### Dataset entries:
---*---

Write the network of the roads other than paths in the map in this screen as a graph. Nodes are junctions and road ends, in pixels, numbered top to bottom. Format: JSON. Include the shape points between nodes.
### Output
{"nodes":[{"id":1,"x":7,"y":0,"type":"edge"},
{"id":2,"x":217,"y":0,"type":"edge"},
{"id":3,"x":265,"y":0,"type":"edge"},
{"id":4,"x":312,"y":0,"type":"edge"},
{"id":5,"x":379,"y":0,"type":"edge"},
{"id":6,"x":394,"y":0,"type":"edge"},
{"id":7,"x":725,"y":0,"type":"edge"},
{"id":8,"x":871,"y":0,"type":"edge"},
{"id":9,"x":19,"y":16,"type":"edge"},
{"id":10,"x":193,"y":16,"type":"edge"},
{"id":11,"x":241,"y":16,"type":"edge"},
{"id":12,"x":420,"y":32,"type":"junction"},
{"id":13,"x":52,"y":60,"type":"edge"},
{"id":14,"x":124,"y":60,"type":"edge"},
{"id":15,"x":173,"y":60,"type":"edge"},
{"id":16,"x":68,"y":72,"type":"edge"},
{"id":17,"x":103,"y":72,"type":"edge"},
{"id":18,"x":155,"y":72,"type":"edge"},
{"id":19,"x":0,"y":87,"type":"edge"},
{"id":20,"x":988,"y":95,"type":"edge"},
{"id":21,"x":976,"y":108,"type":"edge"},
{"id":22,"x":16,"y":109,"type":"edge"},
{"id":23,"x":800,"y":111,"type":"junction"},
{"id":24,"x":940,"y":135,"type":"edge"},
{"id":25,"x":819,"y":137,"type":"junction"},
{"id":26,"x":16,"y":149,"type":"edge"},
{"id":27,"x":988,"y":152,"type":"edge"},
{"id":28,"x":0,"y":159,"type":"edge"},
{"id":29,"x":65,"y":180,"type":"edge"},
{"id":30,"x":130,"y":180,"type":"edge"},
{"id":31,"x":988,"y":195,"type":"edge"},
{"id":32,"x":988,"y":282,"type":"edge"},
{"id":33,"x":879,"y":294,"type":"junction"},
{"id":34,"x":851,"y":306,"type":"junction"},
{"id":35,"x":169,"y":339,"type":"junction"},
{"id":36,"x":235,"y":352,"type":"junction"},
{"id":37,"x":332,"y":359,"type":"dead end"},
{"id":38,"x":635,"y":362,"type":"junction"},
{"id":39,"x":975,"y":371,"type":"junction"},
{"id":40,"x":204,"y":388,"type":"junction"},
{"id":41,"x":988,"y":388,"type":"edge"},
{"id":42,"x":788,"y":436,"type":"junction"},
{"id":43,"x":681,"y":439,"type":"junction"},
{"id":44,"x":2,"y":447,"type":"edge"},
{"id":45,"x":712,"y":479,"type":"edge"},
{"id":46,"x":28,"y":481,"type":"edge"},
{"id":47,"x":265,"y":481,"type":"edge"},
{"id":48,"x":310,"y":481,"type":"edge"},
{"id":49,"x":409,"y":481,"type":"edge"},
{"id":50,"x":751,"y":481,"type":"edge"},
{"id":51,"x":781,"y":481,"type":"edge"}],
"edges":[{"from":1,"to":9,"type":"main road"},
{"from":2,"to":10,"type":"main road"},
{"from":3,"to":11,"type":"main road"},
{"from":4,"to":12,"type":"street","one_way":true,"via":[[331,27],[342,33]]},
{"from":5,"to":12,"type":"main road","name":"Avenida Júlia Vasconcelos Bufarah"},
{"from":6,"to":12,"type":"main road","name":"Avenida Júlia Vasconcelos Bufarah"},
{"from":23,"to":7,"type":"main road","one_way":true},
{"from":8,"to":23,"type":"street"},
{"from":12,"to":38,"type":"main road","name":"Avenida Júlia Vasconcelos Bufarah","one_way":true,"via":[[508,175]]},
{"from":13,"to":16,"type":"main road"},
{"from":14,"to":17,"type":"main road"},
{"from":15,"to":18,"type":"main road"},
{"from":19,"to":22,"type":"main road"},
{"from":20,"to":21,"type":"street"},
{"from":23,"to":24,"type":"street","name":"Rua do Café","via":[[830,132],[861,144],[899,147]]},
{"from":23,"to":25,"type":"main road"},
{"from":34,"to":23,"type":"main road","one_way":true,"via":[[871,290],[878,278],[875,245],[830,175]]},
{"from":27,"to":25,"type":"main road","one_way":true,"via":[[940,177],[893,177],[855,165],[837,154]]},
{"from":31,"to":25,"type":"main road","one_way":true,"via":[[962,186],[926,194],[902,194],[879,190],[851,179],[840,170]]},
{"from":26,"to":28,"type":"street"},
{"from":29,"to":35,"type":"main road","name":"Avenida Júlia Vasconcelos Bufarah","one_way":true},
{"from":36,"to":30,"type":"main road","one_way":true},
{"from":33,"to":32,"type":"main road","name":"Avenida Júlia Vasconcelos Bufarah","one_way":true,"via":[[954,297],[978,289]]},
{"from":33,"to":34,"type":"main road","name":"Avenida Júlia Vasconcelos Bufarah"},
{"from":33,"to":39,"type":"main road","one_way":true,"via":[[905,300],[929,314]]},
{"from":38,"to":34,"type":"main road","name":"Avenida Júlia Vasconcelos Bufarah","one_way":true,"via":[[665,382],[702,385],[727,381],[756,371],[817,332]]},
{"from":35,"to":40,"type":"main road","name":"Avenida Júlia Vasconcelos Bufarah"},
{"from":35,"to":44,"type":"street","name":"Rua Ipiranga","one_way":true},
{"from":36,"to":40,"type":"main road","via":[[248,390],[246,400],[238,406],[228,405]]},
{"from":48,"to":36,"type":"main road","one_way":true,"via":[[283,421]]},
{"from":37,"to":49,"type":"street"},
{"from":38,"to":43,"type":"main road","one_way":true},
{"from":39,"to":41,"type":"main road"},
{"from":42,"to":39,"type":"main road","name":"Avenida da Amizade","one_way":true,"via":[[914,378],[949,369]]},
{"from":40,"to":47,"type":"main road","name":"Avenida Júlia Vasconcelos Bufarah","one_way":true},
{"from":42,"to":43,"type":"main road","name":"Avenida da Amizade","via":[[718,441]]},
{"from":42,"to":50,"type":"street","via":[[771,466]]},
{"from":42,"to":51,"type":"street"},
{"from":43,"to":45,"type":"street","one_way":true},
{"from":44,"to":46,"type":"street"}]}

---*---

### Directions:
Wherever the string "nodes" appears in a line above, copy that line.

### Response box:
Write the network of the roads other than paths in the map in this screen as a graph. Nodes are junctions and road ends, in pixels, numbered top to bottom. Format: JSON. Include the shape points between nodes.
{"nodes":[{"id":1,"x":7,"y":0,"type":"edge"},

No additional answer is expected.